● Your assignment
Each line in the data holding "item" should be listed.

[Stored records]
══════

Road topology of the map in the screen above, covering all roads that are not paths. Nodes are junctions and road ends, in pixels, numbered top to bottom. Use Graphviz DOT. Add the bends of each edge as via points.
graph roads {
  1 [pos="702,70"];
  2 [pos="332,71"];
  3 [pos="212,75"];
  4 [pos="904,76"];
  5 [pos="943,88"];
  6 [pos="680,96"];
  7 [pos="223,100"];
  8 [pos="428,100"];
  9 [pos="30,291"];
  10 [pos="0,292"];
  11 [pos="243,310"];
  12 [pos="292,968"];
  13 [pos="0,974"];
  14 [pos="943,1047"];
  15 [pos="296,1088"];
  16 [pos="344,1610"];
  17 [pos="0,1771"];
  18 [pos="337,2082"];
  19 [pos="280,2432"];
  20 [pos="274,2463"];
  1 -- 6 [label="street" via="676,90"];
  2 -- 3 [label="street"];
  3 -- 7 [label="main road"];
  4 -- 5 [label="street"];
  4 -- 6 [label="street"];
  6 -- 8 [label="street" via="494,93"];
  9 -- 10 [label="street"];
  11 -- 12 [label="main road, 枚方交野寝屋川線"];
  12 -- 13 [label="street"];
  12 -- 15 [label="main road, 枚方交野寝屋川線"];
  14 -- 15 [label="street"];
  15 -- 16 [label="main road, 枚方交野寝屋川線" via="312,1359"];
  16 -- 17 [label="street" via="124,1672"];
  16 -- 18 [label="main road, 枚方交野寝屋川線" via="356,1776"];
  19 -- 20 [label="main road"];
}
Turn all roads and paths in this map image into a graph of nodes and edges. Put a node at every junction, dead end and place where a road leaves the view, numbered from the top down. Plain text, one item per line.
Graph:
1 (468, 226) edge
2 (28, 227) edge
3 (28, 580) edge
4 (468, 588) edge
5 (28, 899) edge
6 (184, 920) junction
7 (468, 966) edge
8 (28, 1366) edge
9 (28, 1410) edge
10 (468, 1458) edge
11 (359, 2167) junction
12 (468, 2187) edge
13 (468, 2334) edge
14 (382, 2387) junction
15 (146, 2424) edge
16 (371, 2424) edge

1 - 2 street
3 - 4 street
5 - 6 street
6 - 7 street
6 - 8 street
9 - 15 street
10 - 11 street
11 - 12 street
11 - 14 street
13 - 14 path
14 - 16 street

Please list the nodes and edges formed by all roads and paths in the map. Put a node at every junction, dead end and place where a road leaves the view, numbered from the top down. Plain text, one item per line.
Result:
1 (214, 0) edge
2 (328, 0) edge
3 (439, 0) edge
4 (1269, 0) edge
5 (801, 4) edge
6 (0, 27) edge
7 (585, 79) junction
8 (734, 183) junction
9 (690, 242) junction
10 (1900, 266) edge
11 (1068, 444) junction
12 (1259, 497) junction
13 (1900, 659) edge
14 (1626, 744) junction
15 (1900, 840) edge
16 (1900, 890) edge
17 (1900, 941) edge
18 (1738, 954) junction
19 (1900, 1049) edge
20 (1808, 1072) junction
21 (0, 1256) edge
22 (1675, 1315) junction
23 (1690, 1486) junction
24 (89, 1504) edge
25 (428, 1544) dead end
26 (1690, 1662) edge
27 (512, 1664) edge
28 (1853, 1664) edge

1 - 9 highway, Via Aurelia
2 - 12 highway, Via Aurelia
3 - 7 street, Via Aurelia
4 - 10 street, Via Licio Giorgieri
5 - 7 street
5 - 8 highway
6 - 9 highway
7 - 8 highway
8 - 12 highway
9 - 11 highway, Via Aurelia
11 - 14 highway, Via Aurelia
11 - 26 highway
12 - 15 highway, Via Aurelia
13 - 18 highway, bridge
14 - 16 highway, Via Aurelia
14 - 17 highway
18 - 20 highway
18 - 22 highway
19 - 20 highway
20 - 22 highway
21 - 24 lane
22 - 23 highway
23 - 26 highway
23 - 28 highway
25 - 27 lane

══════

● Reply
Turn all roads and paths in this map image into a graph of nodes and edges. Put a node at every junction, dead end and place where a road leaves the view, numbered from the top down. Plain text, one item per line.
Please list the nodes and edges formed by all roads and paths in the map. Put a node at every junction, dead end and place where a road leaves the view, numbered from the top down. Plain text, one item per line.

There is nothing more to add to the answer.